La destrucción siempre en ciernes (quizá lo que Maquiavelo llamaba fortuna) suele anticiparse por un régimen de signos, y estar precedida por la antigua -también inmemorial- práctica del estigma que unos seres humanos le infieren a otros. La imposición de una marca en los cuerpos y las almas para su perpetua exposición en el escarnio es, en efecto, de muy vieja data en las culturas. Tal vez tanto como la formación misma de la sociedad. Los leprosos y los apestados no solamente debían llevar colgada una campanilla que advirtiera de su presencia a los otros, sino que además al caminar debían gritar: “¡Impuro!, ¡Impuro!”, anunciándose de ese modo a sí mismos.

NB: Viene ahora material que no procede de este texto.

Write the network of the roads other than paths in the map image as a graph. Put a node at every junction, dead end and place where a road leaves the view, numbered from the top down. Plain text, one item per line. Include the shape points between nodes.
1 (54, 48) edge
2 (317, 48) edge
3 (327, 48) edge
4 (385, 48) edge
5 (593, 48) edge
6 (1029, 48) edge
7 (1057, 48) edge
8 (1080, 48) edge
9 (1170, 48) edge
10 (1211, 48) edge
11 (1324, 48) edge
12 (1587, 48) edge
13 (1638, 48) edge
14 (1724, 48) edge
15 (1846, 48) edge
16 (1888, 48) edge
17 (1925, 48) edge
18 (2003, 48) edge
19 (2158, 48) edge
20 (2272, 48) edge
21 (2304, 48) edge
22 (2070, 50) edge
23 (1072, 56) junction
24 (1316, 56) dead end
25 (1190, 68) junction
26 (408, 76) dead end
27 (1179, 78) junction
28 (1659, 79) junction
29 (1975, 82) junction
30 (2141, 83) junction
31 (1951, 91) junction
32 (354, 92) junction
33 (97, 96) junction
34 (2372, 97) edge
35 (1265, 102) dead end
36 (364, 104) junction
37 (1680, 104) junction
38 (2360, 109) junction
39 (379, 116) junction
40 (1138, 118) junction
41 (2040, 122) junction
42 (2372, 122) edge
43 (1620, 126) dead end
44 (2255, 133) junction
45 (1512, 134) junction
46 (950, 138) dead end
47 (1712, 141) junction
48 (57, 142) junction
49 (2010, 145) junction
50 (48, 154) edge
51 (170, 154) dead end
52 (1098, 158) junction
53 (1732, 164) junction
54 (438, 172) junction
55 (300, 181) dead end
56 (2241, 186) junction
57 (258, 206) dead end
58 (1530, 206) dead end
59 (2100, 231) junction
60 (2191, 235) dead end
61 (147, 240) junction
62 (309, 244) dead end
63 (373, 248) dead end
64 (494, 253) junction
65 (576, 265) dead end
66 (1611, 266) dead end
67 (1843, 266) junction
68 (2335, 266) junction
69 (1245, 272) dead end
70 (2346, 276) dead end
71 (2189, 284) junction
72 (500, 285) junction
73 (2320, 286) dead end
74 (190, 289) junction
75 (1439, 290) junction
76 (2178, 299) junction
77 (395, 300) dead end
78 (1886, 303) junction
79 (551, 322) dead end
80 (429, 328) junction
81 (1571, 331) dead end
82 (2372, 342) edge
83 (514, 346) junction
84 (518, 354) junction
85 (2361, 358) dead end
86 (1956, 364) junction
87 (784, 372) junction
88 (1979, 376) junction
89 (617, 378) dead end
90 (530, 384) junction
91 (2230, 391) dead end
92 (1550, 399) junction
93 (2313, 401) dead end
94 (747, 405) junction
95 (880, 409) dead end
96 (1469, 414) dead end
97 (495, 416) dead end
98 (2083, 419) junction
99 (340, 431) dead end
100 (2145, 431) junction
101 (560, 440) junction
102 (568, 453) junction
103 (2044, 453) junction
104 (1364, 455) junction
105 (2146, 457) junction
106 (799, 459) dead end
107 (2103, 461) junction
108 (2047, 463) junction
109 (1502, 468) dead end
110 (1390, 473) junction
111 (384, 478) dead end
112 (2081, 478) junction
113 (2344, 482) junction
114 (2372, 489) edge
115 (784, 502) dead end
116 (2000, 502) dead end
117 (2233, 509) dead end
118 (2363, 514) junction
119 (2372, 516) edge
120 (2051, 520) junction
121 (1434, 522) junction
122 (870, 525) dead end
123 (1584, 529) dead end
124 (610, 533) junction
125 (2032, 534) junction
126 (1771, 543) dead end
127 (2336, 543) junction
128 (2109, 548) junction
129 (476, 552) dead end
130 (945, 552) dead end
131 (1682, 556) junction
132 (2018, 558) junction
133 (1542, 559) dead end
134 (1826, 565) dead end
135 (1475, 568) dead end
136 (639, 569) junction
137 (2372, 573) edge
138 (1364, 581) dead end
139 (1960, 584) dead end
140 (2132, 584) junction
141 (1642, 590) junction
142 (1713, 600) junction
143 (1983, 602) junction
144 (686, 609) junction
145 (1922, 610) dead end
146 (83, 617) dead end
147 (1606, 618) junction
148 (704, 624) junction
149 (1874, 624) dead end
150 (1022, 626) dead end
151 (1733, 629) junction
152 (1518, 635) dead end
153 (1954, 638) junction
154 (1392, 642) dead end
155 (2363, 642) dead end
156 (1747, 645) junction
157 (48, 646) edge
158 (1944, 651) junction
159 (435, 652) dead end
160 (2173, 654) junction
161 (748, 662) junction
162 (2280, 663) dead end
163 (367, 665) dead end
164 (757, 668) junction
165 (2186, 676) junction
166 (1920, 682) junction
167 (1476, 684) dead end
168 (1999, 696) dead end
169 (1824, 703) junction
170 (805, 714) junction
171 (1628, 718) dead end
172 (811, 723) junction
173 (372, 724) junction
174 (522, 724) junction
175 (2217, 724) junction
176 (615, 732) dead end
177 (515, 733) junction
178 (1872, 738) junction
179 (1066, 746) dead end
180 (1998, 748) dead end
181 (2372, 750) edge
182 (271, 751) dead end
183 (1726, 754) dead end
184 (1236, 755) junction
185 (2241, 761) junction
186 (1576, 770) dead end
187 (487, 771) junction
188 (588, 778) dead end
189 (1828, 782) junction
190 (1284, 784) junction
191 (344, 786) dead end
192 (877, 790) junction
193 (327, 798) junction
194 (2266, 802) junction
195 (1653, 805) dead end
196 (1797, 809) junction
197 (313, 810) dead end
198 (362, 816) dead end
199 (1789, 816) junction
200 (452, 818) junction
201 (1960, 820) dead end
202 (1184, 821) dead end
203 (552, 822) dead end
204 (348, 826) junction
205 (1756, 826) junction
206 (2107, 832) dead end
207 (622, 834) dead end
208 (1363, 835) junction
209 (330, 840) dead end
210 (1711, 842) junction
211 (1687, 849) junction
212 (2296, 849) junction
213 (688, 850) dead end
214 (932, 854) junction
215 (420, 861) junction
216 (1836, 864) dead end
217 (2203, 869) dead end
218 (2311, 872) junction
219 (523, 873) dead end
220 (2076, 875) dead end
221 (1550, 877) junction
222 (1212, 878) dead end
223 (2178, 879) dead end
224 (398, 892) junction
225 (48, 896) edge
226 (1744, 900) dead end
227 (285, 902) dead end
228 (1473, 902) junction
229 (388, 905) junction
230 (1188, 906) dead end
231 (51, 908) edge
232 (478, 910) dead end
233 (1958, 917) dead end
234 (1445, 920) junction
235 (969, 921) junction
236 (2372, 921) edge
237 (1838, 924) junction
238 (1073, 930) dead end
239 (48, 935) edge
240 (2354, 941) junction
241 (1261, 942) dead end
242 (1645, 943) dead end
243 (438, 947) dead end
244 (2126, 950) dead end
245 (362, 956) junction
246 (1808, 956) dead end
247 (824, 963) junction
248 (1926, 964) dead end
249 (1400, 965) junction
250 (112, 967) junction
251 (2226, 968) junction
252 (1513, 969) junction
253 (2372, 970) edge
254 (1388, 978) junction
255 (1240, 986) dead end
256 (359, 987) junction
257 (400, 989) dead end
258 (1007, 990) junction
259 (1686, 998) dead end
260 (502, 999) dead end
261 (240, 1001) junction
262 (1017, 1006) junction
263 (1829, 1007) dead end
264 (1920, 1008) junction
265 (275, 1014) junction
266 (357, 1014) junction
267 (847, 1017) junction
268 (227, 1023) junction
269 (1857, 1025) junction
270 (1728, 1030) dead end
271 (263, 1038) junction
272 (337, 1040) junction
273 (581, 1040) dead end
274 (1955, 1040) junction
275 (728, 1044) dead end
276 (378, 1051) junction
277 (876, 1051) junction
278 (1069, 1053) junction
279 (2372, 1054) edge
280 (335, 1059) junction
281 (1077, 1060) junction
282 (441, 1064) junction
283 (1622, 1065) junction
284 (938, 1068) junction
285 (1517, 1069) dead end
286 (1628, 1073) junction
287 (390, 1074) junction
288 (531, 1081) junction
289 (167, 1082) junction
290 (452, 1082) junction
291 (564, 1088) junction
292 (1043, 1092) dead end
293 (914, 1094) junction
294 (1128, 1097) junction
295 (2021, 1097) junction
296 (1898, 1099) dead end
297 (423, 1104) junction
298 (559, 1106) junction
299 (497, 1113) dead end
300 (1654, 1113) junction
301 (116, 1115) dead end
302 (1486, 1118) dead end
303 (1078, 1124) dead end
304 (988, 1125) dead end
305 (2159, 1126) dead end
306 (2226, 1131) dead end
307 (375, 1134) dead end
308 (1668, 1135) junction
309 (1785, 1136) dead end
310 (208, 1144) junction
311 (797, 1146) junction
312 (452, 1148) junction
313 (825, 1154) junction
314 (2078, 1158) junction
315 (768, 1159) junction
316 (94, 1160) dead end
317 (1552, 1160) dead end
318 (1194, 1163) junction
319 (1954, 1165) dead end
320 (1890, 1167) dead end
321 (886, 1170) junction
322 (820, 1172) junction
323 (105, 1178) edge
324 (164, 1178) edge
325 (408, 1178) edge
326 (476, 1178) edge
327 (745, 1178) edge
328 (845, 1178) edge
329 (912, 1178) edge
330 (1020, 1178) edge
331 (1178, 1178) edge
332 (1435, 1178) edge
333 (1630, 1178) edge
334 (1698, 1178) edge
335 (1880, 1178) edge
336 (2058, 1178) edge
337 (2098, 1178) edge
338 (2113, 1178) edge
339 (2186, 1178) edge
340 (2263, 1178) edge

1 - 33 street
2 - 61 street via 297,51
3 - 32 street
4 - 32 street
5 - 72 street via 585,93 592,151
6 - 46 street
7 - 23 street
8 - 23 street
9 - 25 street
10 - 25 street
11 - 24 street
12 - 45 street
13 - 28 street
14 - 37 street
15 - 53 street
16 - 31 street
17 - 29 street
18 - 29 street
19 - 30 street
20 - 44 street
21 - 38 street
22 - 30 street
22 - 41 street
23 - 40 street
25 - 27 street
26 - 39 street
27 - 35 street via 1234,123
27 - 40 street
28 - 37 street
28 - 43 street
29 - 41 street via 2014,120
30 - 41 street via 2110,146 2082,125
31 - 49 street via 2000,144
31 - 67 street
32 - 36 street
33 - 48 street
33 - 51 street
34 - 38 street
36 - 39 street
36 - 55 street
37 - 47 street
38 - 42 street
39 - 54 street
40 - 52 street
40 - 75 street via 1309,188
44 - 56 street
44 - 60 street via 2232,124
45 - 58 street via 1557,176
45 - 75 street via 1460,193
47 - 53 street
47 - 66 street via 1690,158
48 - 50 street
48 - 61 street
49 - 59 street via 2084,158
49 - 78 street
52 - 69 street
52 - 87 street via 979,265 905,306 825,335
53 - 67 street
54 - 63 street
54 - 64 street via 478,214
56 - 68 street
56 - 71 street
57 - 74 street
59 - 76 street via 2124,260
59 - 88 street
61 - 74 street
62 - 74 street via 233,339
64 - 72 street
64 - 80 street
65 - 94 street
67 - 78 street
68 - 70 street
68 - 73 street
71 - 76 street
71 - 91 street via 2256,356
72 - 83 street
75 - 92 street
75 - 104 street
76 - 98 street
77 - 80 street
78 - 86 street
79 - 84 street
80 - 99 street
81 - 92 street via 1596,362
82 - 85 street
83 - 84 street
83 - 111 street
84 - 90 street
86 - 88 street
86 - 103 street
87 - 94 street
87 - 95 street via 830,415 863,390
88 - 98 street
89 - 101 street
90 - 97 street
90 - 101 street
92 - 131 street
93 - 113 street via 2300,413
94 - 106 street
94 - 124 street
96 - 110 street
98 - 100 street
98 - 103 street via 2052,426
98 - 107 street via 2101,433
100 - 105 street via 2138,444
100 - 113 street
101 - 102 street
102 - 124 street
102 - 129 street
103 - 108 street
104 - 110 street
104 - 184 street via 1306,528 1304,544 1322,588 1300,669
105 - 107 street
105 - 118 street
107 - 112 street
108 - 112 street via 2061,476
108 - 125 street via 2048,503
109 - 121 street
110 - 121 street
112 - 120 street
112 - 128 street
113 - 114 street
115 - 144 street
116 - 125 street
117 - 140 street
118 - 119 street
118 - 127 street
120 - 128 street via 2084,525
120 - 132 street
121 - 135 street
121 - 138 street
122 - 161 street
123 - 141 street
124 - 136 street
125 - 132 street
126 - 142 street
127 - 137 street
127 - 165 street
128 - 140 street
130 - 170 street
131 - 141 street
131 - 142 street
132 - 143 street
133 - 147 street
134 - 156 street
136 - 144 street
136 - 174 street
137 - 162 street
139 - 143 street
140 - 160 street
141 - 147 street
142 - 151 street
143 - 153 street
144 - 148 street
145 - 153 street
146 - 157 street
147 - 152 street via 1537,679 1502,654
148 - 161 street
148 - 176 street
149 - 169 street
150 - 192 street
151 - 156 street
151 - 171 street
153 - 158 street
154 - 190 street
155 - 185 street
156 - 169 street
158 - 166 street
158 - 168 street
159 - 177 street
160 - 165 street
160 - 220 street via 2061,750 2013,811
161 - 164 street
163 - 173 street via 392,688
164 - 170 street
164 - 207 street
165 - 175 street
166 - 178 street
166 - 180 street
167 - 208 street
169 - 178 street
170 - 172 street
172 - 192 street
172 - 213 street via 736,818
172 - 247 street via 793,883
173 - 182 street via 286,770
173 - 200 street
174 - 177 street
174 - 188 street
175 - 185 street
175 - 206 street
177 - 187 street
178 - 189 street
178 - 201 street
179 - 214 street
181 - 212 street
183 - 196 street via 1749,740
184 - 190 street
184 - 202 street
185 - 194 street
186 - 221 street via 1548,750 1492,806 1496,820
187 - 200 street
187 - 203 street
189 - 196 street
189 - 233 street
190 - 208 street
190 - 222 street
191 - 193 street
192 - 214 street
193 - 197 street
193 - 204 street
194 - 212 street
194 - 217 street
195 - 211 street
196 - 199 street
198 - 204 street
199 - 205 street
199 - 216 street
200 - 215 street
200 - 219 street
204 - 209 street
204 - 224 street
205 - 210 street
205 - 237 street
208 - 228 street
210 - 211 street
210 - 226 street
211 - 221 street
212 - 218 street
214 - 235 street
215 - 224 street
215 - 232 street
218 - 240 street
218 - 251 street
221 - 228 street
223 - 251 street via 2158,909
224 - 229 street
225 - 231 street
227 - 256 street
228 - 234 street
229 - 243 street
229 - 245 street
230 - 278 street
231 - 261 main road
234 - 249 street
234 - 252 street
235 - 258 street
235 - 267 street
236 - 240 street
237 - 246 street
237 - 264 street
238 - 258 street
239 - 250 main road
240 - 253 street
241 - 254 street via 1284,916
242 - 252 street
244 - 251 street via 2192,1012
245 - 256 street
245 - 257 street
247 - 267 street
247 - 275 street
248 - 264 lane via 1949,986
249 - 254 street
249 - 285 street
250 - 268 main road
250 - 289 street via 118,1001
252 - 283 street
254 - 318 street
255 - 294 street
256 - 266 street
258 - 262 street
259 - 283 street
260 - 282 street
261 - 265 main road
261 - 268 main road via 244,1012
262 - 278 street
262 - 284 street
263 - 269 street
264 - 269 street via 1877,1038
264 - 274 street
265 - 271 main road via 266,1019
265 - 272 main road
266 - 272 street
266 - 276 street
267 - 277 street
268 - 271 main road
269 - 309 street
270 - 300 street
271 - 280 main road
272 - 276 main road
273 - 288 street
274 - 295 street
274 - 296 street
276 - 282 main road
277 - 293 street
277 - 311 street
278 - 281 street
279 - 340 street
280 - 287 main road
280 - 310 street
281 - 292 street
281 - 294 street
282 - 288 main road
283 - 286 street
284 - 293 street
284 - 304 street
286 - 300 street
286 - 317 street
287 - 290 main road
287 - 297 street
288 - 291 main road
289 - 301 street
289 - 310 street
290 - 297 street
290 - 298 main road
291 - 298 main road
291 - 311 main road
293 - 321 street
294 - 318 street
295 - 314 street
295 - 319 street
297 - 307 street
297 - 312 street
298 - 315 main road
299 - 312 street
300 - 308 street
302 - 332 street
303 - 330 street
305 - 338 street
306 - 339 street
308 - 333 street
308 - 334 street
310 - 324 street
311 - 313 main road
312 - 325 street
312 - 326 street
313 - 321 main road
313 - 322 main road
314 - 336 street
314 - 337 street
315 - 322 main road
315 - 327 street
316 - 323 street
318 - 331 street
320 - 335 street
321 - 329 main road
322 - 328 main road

La letra escarlata en el pecho de las adúlteras. La incisión de una cruz de hollín en el cuerpo de los armenios. El tatuaje del número de registro en el antebrazo izquierdo de los prisioneros deportados a Auschwitz. El triángulo rosa de los homosexuales. La estrella amarilla de los judíos. La letra Z y el triángulo negro tatuado en el cuerpo de los gitanos. La cabeza rapada de las colaboracionistas. El capotillo, el escapulario, el sambenito (originalmente una túnica o un saco de lana) y otras insignias que debían marcar a los condenados por la Inquisición -los diferentes colores indicaban si habían confesado y entrarían en la hoguera reconciliados con la Iglesia o no- y también a sus allegados, que quedaban igualmente ellos marcados por la infamia y por la marca de la infamia, y a sus descendientes por varias generaciones, pues para ser ejemplificador el sambenito debe eternizar la revelación de la ignominia ad perpetuam rei memoriam…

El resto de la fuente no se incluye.